Animal Cloning
Before I talk about the why usually animal cloning creates abnormalities, let me brief an idea f what cloning actually is. There are different types cloning, viz. Molecular Cloning (DNA cloning or gene cloning), Therapeutic Cloning and Reproductive Cloning
Animal cloning is the highly technical process by which bio-technologists produces an organism from a single cell taken from a parent organism. The new born is genetically identical, which means the cloned animal is an exact duplicate of the parent in every respect… even with exact DNA. Dolly the first cloned mammal had been created by Reproductive Cloning. Scientists have cloned many animals. It was in the year 1952 that the scientists had cloned the world’s first animal – a tadpole. Since then hundreds of animals have been cloned, and many had been done successfully, while others proved to be unsuccessful. Cloning technologies have to be improved before more species can be successfully cloned. Many people have raised their voices against cloning as they think animal cloning as against nature, although most scientists consider that animal cloning is a major break though as this has a number of benefits in it! The most prominent beneficial possibility of a successful animal cloning is to save the endangered species from getting extinct.
Against all odds, scientists have been burning their midnight oil in making the cloning techniques better and finding why most animal cloning has created abnormalities. Dr. Takumi Takeuchi worked with the pool of medical professionals and had compared imprinting abnormalities in the embryos of mice that had been derived from assisted reproduction cloning techniques. Dr. Takumi Takeuchi, from Cornell University, New York, USA told that he and the medical team of Dr. Gianpiero Palermo had worked on this project. The doctor said, “We found significantly impaired development in the cloned embryos compared with those derived from more conventional ART techniques, and this has made us more convinced that reproductive cloning is unsafe and should not be applied to humans.”
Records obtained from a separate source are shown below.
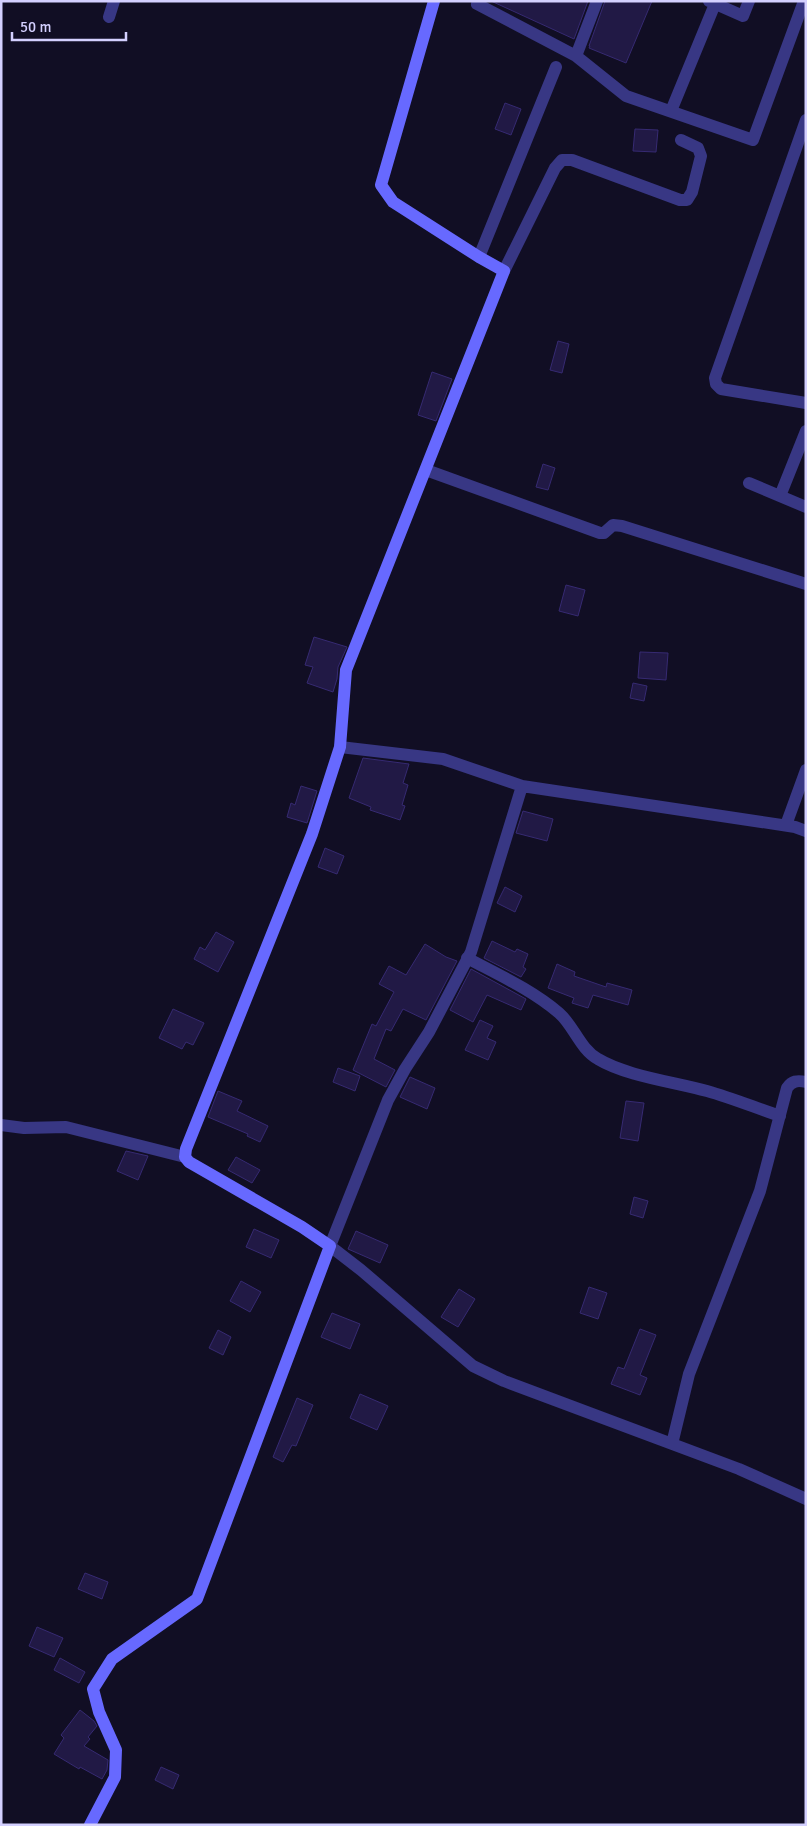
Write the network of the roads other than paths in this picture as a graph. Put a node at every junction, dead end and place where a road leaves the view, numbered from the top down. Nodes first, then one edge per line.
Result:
1 (114, 1) edge
2 (434, 1) edge
3 (478, 1) edge
4 (597, 1) edge
5 (749, 1) edge
6 (804, 1) edge
7 (712, 2) edge
8 (110, 17) dead end
9 (576, 56) junction
10 (556, 67) dead end
11 (670, 111) junction
12 (806, 120) edge
13 (681, 140) dead end
14 (479, 256) junction
15 (504, 271) junction
16 (806, 403) edge
17 (806, 431) edge
18 (426, 470) junction
19 (749, 483) dead end
20 (780, 496) junction
21 (806, 507) edge
22 (806, 584) edge
23 (340, 747) junction
24 (806, 770) edge
25 (522, 786) junction
26 (786, 826) junction
27 (806, 831) edge
28 (468, 958) junction
29 (806, 1082) edge
30 (780, 1116) junction
31 (1, 1125) edge
32 (185, 1157) junction
33 (330, 1246) junction
34 (672, 1444) junction
35 (806, 1499) edge
36 (90, 1825) edge

1 - 8 street
2 - 14 street
3 - 9 street
4 - 9 street
5 - 7 street
6 - 11 street
7 - 11 street
9 - 11 street
10 - 14 street
12 - 16 street
13 - 15 street
14 - 15 street
15 - 18 street
17 - 20 street
18 - 22 street
18 - 23 street
19 - 20 street
20 - 21 street
23 - 25 street
23 - 32 street
24 - 26 street
25 - 26 street
25 - 28 street
26 - 27 street
28 - 30 street
28 - 33 street
29 - 30 street
30 - 34 street
31 - 32 street
32 - 33 street
33 - 34 street
33 - 36 street
34 - 35 street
A lot of researches have been undertaken and it was found that reproductive cloning has increased the incidence of imprinting abnormalities in genetically engineered animals. The most prominent abnormalities that have been recorded is “Beckwith-Wiedemann Syndrome”, where offspring are born larger than normal. This condition is also called “large offspring syndrome”.
The pool of medical professionals working under Dr. Takeuchi concluded that it was not fully proved if there was any direct link between the a specific cause for the abnormalities and cloning, “But there are a number of possibilities”, he said.